Silver Price Volatility: A Tug-of-War Between Demand and Rates

John NadaBy John Nada·May 14, 2026·4 min read
Silver Price Volatility: A Tug-of-War Between Demand and Rates

Silver's recent price fluctuations reveal the tensions between industrial demand and monetary policy, underscoring its dual role in today's market.

Silver surged 6% on May 11 following a US-China tariff truce, only to retreat after an unexpected rise in April's CPI data. The metal's performance highlights its dual role as both an industrial commodity and a monetary asset, creating a complex landscape for investors navigating the current economic climate. The significant price movement in silver on May 11 is indicative of broader market sentiments reacting to geopolitical developments. The US-China tariff truce aimed at easing trade tensions temporarily boosted industrial optimism.

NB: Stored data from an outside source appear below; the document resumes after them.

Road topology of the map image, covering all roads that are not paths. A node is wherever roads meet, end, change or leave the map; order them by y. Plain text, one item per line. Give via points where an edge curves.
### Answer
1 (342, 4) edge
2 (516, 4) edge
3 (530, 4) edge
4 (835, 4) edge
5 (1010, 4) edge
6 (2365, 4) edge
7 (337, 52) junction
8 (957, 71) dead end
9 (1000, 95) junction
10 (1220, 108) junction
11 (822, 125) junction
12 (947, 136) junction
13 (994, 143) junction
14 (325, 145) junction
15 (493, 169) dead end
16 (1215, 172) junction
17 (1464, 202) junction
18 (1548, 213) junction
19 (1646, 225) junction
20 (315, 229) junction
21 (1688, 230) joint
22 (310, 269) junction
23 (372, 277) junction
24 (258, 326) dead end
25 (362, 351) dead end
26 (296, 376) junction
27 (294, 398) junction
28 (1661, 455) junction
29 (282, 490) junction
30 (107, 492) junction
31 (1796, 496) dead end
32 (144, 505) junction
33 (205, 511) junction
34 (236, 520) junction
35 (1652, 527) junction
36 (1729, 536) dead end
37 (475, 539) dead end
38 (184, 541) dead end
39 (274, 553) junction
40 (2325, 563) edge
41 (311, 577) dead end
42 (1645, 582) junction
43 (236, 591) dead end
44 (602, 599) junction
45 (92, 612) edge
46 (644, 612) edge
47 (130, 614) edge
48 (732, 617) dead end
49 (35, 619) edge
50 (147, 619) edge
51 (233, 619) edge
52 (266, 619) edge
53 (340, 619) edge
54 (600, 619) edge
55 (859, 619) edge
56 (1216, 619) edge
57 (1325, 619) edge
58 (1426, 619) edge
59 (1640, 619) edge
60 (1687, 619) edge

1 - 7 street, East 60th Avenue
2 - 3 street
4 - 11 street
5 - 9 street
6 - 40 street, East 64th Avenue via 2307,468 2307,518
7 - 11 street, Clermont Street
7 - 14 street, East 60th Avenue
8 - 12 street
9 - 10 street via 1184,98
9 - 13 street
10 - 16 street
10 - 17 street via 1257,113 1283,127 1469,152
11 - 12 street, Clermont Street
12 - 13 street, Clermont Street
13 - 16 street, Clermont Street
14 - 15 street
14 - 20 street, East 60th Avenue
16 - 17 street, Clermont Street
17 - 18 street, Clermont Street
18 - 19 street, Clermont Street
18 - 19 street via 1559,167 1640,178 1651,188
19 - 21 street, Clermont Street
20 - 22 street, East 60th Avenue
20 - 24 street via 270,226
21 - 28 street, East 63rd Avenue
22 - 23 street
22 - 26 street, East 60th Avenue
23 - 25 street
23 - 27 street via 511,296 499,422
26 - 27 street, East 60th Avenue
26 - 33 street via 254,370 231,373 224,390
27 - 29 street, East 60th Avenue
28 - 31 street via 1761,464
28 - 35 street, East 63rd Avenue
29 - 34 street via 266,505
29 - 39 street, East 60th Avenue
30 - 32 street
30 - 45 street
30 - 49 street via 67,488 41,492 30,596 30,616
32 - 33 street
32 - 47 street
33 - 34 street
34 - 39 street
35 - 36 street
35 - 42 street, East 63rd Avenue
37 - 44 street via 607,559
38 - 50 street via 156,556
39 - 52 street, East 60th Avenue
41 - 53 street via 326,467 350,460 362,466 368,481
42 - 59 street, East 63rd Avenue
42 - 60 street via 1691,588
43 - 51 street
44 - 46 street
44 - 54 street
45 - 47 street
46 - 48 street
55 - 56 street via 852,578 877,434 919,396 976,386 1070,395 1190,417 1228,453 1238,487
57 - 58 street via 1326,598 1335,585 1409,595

This optimism was reflected in silver’s quick ascent, suggesting that investors were betting on increased manufacturing activity and demand for silver in various industrial applications. However, this rally was short-lived, as the release of hotter-than-expected Consumer Price Index (CPI) data for April, which registered at 3.8%—above forecasts—prompted a swift reassessment of the economic environment. The gold/silver ratio experienced a notable contraction, dropping from approximately 62:1 to around 55:1 within that week. This rapid shift indicates a significant industrial demand response rather than a safe-haven investment, as gold remained relatively stable during this period.

At a ratio of 55:1, silver appears undervalued relative to gold, suggesting potential for further appreciation if industrial demand strengthens. Historically, silver has shown a tendency to outperform gold during periods of strong industrial demand; thus, investors are keenly watching how these dynamics play out. Despite the recent volatility, the structural fundamentals of the silver market remain compelling. The market is entering its sixth consecutive year of supply deficit, projected at around 46 million ounces.

This persistent tightness is underscored by cumulative draws from above-ground stocks, which have reached nearly 762 million ounces since 2021. The implications of this ongoing deficit are profound, as they point to a market that is structurally tighter than many investors realize. This tightness is exacerbated by the fact that approximately 70% of silver is mined as a byproduct of other metals, complicating the supply response to rising prices. Silver has also hit an all-time high of $121.64 on January 29, 2026, only to spend February and March giving most of that back, before consolidating between $70 and $80 through April.

The fluctuations highlight the dual nature of silver; it is not only a monetary metal but also an essential industrial commodity used in solar panels, electric vehicles, and medical devices. The interplay between silver's industrial demand and macroeconomic factors, such as Federal Reserve interest rate decisions, will continue to shape its price trajectory in the coming months. Investors should closely monitor the upcoming FOMC meeting, which could provide critical direction for silver's next moves. The recent divergence in the gold/silver ratio, which has now settled at approximately 55.25 as of May 14, indicates that silver is trading more like an industrial metal in the current environment.

This shift is notable, especially as gold barely moved during the same period. The compression of the ratio from ~62:1 to ~55:1 is one of the fastest movements seen in years and reflects a robust industrial demand narrative rather than a traditional safe-haven investment response. Looking back at historical trends, the ratio peaked at 31:1 during the silver bull market in 2011 and spiked to 125:1 during the COVID-19 crash, marking extreme undervaluations. The long-run average has hovered around 60–65:1 since 2000, placing current valuations at a level that suggests silver remains historically cheap relative to gold.

As analysts look ahead, the silver price forecast for May 2026 showcases a wide array of opinions. J.P. Morgan projects an average of approximately $81/oz for the full year, while Citigroup aims higher at $110 for the second half of the year, citing acute physical supply shortages. On the more conservative side, ING is averaging $78, and UBS has revised its year-end target down from $85 to $80, attributing this to demand destruction at elevated prices.

The disparity in forecasts underscores the uncertainty in the market, reflecting the complexity of the factors at play. The June 16–17 FOMC meeting is anticipated as a significant waypoint for silver prices. The probability of a rate cut had initially been priced in at nearly 48%, but following the April CPI print, expectations for immediate cuts have dramatically shifted, now sitting below 8% for June. This change in sentiment pushes expectations for any potential easing to September at the earliest.

Historically, when the Federal Reserve cuts rates, silver has often outperformed gold, amplifying its moves by 2–3 times. The pause in rate cuts, however, could extend silver's consolidation phase into the third quarter if the dot plot signals a continued hold on interest rates. Real yield direction remains a critical short-to-medium-term driver of silver prices. The recent shift in market expectations following the CPI data suggests that investors should remain vigilant about macroeconomic indicators.